María entendía muy bien lo que es estar postrada, de niña perdió a sus padres. Le dijeron que ya eran muy ancianos cuando ella había nacido, por eso es que desde los tres años fue llevada al Templo para pasar ahí su infancia.

Entre rezos y oraciones entendió que hay cosas que no se pueden controlar, pero que no nos impiden ser felices, ella no podía controlar la vida y la muerte, por eso no podía ser responsable de que sus padres se hubieran ido mucho tiempo antes de que ella tuviera manera de guardarlos en su memoria.

Veía enfermos llenos de esperanza llegar al templo, algunos se aliviaban, otros no, así que entendió que la recuperación de la salud no dependía mucho de fuerzas humanas, no importaba si uno ofrecía grandes riquezas a veces el que se curaba era el que no tenía nada, a veces era al revés, ¿de qué dependía? eso ella no lo sabía, pero podía aceptar que no sabía.

Quien la cuidó le contó que su padre de llamó Joaquín y su madre se llamó Ana, eran unas personas maravillosas y amables, eran una pareja piadosa que tenía la capacidad para reconocer cuando algo no dependía de ellos, como el hecho de ser padres en edad más joven y no cuando ya eran viejos.

A la pequeña María le enseñaron que había cosas que no podía disponer, las reglas en el templo en el que vivía eran estrictas, pero eran necesarias para una buena convivencia y para que la comunidad supiera cuándo había que hacer cada cosa, la ley estaba para algo y no sólo para responder a caprichos humanos.

Sin orden no hay vida posible, y a veces parte de ese orden supone aceptar que no siempre se puede hacer lo que a uno le viene en gana, hay potencias más grandes que la voluntad humana.
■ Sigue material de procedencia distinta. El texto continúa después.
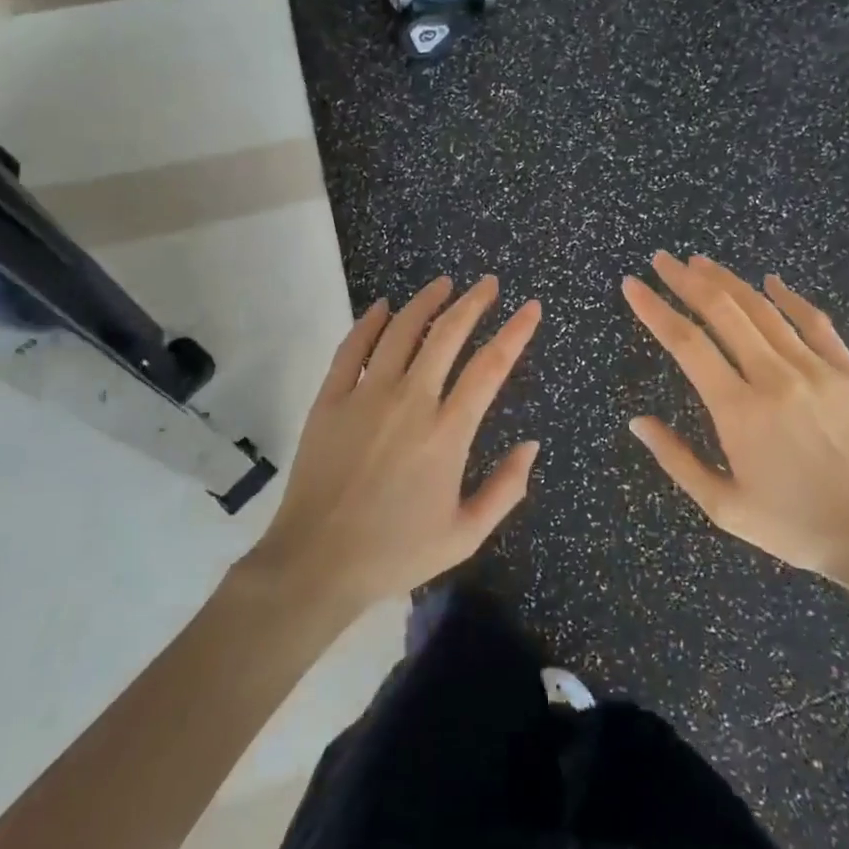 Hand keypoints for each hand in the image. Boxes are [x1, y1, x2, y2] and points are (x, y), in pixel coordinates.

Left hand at [248, 275, 541, 609]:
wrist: (316, 564)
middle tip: (488, 284)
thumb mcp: (465, 535)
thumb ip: (506, 488)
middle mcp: (410, 402)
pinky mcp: (330, 400)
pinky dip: (370, 322)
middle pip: (447, 335)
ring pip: (400, 332)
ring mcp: (365, 396)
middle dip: (473, 303)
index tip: (530, 308)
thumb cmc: (396, 553)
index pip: (490, 367)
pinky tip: (383, 307)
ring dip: (425, 302)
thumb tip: (532, 445)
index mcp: (447, 433)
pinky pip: (352, 349)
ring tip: (443, 284)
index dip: (515, 332)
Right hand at [622, 253, 848, 581]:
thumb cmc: (796, 525)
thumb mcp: (724, 506)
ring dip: (728, 280)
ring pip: (763, 309)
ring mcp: (815, 369)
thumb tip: (637, 422)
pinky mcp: (847, 371)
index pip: (686, 343)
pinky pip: (814, 322)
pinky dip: (789, 298)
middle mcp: (774, 377)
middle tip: (662, 259)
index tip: (632, 286)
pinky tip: (771, 281)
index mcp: (738, 410)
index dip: (654, 309)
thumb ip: (677, 460)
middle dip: (686, 280)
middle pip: (723, 311)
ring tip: (700, 262) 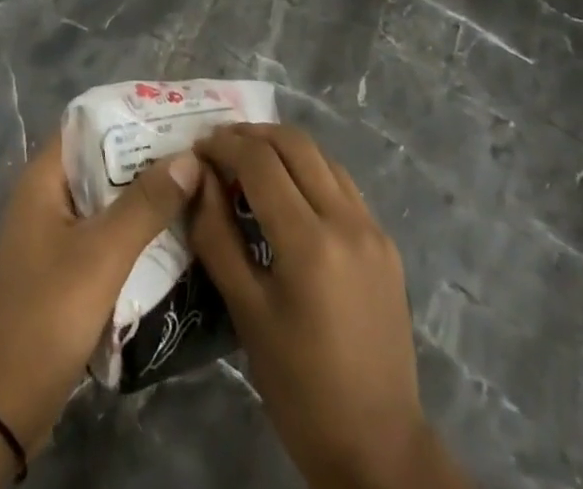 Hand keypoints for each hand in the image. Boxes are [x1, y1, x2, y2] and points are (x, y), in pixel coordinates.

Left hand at [0, 134, 200, 454]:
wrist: (3, 407)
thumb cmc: (47, 315)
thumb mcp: (102, 255)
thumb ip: (146, 204)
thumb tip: (190, 157)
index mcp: (43, 178)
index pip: (90, 122)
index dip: (132, 113)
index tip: (177, 111)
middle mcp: (45, 196)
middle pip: (101, 159)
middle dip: (147, 154)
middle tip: (197, 149)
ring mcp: (53, 233)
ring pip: (106, 197)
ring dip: (144, 192)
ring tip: (194, 183)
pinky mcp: (63, 266)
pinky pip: (104, 230)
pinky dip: (134, 226)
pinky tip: (171, 231)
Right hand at [190, 124, 467, 488]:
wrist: (378, 447)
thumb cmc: (299, 387)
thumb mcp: (246, 313)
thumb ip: (218, 236)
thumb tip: (199, 177)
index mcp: (309, 241)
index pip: (259, 161)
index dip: (224, 145)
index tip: (197, 147)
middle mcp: (346, 220)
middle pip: (294, 144)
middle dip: (252, 135)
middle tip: (219, 147)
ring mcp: (372, 228)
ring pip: (322, 157)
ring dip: (283, 148)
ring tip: (249, 164)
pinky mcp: (385, 243)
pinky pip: (343, 185)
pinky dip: (310, 172)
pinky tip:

Para entender la diferencia entre su voluntad y aquella, que por ser divina es más fuerte, María solía arrodillarse y pensar en su incapacidad para ordenar que hubiera vida o que llegaran las lluvias en la estación debida.

Ese orden ya estaba ahí desde mucho antes de que su madre o su padre se conocieran, antes de que ella misma viniera al mundo y antes de que ellos mismos fallecieran y ahí seguiría aunque sabía que una promesa pronto se cumpliría, no se imaginaba que eso ocurriría en ella.

¿Le dolía saberse tan impotente? No, más bien se liberaba de querer controlarlo todo y de querer que se impusiera su mirada sobre un mundo extenso y maravilloso. Mundo que tenía alegrías y tristezas, aunque éstas prometieran dolores tan grandes como los que suponen saber que una espada atravesaría su corazón.

Postrada, pensando en su relación con el mundo María consiguió lo que pocos consiguen, obedecer sin dolerse de hacerlo y a sabiendas de que es posible ser feliz en la obediencia que manda el que trae consigo la libertad respecto al fruto de la soberbia.

En este mundo ya no sabemos lo que es estar postrado, la vida nos lo muestra cuando tenemos que caer arrodillados, pero la caída sólo es para quienes se nutren de su pretensión, quien obedece libremente sabe lo que es estar postrado y entiende que no se trata sólo de estar enfermo o humillado.

Pero nosotros ya no sabemos lo que es eso, no por falta de vocabulario, sino por carencia de humildad.